Published 6 Mar 2026 in hep-th and math-ph | (2603.06770v1)

Abstract: We identify a local, gauge-invariant mechanism that generates a finite spectral scale in pure SU(3) Yang--Mills theory on a punctured three-ball. Fixing a $\mathbb{Z}_3$ center sector isolates a single gauge-invariant holonomy angle whose Berry shift produces a quantum rotor with strictly nonzero level spacing. Gauss law is enforced by a covariant Dirichlet Helmholtz projector built from the Dirichlet inverse of the covariant scalar Laplacian with relative boundary conditions.

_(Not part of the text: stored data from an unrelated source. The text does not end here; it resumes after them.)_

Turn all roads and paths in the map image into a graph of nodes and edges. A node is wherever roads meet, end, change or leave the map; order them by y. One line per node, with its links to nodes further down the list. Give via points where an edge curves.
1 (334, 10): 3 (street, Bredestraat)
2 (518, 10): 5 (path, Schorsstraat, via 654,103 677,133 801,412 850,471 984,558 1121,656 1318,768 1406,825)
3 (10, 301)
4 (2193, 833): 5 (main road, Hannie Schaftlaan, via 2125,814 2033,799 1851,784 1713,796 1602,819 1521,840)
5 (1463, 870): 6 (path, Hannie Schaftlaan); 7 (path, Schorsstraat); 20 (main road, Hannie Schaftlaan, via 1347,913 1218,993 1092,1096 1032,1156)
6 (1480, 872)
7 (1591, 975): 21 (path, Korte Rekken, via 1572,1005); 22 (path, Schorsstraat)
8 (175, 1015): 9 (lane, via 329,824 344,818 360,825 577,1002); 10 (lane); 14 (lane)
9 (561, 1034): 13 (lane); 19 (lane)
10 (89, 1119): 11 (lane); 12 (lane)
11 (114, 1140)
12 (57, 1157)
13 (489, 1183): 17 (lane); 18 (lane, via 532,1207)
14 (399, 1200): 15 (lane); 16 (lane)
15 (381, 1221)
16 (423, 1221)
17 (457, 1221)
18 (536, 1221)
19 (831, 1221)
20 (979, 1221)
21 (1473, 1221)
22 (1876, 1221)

The slow holonomy mode is chosen variationally as the minimizer of transverse electric energy under the holonomy constraint, yielding an inertia \emph{independent of the gauge representative} with linear domain-size scaling and a controlled commutator-dominated regime. We prove projector stability and derive an adiabatic variational upper bound on the first positive Yang--Mills eigenvalue, with error controlled by the transverse vector gap of the covariant Laplacian on divergence-free one-forms. A femtometer-scale benchmark at realistic coupling gives an upper bound at a hadronic ($\sim 1\,$GeV) scale. In Wilczek's sense this realizes ``mass without mass'': no explicit mass term or Higgs field is introduced, and the nonzero level spacing is fixed by gauge invariance, topology, and the chosen center sector. The present results are derived on a finite domain; interpreting the length $R$ in Minkowski space requires an additional physical input (e.g.\ as a local confinement length), which we make explicit.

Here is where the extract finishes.